What you will do: Search each line below for the word "Sycolin" and list those that contain it.

Material provided:
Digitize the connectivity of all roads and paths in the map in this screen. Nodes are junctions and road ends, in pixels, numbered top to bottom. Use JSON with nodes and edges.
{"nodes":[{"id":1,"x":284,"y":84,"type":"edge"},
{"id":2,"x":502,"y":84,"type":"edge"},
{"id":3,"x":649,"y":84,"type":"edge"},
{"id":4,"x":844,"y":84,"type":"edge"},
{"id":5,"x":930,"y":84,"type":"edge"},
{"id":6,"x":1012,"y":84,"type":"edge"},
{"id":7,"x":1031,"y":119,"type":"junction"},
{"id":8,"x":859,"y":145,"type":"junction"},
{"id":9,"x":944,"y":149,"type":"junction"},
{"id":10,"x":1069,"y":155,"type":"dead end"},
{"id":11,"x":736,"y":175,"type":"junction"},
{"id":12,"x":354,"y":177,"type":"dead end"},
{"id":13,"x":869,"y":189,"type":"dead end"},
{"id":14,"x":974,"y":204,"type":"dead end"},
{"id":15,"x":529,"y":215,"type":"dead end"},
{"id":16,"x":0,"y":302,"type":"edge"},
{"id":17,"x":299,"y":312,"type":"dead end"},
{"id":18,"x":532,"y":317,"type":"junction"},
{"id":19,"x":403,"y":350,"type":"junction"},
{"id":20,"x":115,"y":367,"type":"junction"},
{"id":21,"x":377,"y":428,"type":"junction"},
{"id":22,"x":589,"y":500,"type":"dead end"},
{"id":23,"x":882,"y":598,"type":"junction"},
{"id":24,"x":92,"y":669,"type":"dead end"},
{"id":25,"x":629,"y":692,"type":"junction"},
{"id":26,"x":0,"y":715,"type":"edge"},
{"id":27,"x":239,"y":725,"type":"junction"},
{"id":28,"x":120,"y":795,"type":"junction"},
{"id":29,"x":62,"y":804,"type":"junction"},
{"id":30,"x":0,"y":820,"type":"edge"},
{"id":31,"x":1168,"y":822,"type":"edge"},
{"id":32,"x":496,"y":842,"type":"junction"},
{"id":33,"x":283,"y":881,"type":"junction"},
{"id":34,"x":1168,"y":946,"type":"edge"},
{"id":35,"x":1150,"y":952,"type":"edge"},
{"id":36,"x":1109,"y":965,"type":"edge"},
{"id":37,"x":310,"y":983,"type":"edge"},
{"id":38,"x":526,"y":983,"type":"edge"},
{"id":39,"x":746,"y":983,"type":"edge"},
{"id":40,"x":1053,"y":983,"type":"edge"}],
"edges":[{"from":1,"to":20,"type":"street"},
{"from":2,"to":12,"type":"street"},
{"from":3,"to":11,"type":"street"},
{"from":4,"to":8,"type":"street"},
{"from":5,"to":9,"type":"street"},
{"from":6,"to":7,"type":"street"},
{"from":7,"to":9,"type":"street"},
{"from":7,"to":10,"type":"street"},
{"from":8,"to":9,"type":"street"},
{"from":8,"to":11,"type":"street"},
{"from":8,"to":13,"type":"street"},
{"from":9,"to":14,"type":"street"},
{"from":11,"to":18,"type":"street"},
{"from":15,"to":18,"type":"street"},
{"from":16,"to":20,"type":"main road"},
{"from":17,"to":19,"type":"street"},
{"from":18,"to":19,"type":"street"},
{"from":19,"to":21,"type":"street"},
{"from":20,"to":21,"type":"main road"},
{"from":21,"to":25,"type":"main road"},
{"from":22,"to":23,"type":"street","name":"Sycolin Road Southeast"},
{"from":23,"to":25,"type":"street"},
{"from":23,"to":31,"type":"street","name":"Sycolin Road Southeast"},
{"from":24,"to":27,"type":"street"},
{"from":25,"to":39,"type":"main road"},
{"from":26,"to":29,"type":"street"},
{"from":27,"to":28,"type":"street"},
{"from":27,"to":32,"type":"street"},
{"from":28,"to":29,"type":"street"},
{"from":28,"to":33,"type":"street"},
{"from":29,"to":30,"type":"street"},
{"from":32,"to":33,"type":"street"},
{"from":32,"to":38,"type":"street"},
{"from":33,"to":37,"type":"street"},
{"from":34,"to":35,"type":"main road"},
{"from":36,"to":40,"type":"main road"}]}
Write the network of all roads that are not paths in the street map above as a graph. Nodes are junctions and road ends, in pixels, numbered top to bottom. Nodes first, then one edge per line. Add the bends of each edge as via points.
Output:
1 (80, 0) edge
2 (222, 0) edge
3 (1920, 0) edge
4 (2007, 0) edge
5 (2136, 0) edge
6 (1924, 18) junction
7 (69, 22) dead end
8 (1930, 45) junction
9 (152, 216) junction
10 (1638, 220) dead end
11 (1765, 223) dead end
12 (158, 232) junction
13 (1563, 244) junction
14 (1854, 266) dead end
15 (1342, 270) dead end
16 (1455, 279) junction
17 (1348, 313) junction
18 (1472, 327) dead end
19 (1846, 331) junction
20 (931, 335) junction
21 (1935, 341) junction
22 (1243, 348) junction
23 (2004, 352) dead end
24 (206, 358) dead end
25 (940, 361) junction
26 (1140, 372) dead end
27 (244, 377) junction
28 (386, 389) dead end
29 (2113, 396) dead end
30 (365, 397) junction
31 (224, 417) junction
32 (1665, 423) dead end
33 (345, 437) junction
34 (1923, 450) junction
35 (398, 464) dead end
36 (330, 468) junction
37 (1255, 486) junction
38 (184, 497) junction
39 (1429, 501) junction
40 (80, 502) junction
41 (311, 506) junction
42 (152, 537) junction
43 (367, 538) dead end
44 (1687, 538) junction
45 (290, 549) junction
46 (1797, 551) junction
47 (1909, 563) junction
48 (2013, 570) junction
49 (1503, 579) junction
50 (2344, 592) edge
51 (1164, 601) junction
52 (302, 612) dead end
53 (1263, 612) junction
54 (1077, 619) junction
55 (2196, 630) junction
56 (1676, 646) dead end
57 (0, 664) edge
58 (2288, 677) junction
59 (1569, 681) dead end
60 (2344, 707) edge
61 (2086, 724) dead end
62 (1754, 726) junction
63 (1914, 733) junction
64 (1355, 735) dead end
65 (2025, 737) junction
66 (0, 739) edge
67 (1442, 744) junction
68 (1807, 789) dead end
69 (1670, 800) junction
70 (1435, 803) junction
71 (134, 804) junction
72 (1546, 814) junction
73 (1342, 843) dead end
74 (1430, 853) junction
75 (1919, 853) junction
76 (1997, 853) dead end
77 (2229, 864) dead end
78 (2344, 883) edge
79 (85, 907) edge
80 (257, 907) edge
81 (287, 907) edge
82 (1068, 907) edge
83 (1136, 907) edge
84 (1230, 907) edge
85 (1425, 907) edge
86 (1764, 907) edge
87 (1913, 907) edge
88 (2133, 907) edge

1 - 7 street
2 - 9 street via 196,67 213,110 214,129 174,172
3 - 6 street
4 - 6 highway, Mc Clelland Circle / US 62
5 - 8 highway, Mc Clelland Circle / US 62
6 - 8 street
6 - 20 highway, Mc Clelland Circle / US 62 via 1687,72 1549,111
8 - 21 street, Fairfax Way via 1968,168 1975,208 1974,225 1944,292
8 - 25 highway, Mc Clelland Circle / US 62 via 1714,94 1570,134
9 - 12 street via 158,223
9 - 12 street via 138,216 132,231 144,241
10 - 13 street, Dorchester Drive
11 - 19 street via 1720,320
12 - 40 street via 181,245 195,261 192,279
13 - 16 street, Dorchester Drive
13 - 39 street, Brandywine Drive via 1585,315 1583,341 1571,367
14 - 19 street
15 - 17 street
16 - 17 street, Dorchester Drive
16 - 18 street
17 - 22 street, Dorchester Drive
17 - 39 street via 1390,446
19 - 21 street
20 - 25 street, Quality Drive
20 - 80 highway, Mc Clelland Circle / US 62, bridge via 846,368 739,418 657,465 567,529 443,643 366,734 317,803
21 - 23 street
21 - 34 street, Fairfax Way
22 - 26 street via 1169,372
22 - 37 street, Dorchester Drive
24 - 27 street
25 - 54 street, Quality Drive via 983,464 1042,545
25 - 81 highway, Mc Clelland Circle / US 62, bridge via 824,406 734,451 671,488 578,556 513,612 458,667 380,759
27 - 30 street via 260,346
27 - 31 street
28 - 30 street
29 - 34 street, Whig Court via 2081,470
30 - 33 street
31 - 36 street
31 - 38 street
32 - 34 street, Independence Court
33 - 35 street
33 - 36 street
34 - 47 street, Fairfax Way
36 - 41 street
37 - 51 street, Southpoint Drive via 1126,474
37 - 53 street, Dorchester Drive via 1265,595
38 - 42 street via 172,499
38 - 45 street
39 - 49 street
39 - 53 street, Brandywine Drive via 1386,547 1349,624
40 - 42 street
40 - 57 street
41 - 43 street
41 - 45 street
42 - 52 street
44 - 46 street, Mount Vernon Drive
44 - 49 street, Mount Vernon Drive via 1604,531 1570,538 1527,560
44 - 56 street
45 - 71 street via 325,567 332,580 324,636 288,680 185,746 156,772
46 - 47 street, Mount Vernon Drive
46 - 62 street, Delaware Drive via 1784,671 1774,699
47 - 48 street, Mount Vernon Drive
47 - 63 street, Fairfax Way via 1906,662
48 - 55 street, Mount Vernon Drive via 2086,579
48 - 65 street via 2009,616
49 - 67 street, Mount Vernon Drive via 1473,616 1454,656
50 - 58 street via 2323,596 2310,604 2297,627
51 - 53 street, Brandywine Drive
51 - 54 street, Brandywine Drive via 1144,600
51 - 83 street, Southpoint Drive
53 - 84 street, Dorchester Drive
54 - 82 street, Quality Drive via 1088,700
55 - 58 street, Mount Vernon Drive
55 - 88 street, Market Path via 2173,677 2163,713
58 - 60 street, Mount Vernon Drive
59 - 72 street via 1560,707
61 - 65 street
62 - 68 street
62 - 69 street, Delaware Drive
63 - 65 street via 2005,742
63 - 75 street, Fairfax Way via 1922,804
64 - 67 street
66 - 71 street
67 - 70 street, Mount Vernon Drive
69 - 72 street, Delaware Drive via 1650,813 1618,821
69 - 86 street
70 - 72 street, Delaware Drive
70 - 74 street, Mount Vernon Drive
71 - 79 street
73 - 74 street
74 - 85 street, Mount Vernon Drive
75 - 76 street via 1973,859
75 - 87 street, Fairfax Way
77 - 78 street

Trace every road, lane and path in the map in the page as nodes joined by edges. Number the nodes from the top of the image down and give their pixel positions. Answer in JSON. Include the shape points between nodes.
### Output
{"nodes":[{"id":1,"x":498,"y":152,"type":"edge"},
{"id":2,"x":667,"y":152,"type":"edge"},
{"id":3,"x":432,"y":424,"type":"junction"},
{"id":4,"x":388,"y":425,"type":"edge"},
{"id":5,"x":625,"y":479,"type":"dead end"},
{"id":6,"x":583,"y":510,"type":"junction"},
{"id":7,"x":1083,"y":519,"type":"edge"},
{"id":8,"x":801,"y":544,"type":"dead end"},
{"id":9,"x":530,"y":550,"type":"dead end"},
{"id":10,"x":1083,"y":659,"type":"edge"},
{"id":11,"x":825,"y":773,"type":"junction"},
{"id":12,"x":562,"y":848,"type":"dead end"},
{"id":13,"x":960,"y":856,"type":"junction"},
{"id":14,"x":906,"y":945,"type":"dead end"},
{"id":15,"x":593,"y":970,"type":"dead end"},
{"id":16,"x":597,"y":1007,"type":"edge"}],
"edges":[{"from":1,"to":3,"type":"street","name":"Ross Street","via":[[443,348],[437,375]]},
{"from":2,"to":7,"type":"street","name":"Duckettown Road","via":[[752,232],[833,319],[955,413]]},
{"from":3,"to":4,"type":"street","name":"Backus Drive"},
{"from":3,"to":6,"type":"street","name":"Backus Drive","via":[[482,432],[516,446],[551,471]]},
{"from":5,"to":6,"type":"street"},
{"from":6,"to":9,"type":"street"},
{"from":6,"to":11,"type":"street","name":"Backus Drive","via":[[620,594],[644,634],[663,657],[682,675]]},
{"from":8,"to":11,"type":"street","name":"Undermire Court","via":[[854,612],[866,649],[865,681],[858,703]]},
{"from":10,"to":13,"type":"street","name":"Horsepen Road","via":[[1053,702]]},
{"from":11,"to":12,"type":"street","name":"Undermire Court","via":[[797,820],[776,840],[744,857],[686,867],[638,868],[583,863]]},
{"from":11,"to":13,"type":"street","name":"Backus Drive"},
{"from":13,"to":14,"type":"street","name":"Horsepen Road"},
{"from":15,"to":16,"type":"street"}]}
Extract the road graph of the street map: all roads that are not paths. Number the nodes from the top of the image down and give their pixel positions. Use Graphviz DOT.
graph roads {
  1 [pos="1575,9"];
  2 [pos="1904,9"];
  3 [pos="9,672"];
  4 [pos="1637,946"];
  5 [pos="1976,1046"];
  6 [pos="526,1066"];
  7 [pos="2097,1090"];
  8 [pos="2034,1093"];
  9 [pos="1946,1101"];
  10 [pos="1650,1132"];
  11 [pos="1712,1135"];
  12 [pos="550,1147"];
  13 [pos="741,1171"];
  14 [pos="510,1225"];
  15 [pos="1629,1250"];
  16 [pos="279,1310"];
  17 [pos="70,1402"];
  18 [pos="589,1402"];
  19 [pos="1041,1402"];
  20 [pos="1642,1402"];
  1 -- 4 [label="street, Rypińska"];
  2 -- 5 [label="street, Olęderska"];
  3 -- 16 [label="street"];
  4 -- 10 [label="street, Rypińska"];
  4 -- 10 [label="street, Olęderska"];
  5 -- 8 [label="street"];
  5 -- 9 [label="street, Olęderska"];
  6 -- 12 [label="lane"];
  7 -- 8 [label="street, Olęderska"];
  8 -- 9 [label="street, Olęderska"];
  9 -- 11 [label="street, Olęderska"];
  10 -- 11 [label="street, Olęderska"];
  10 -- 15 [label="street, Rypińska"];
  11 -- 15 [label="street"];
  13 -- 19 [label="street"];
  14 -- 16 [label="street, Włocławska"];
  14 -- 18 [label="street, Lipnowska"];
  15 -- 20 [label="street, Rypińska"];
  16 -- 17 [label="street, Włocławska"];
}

Task response:
{"from":22,"to":23,"type":"street","name":"Sycolin Road Southeast"},
{"from":23,"to":31,"type":"street","name":"Sycolin Road Southeast"},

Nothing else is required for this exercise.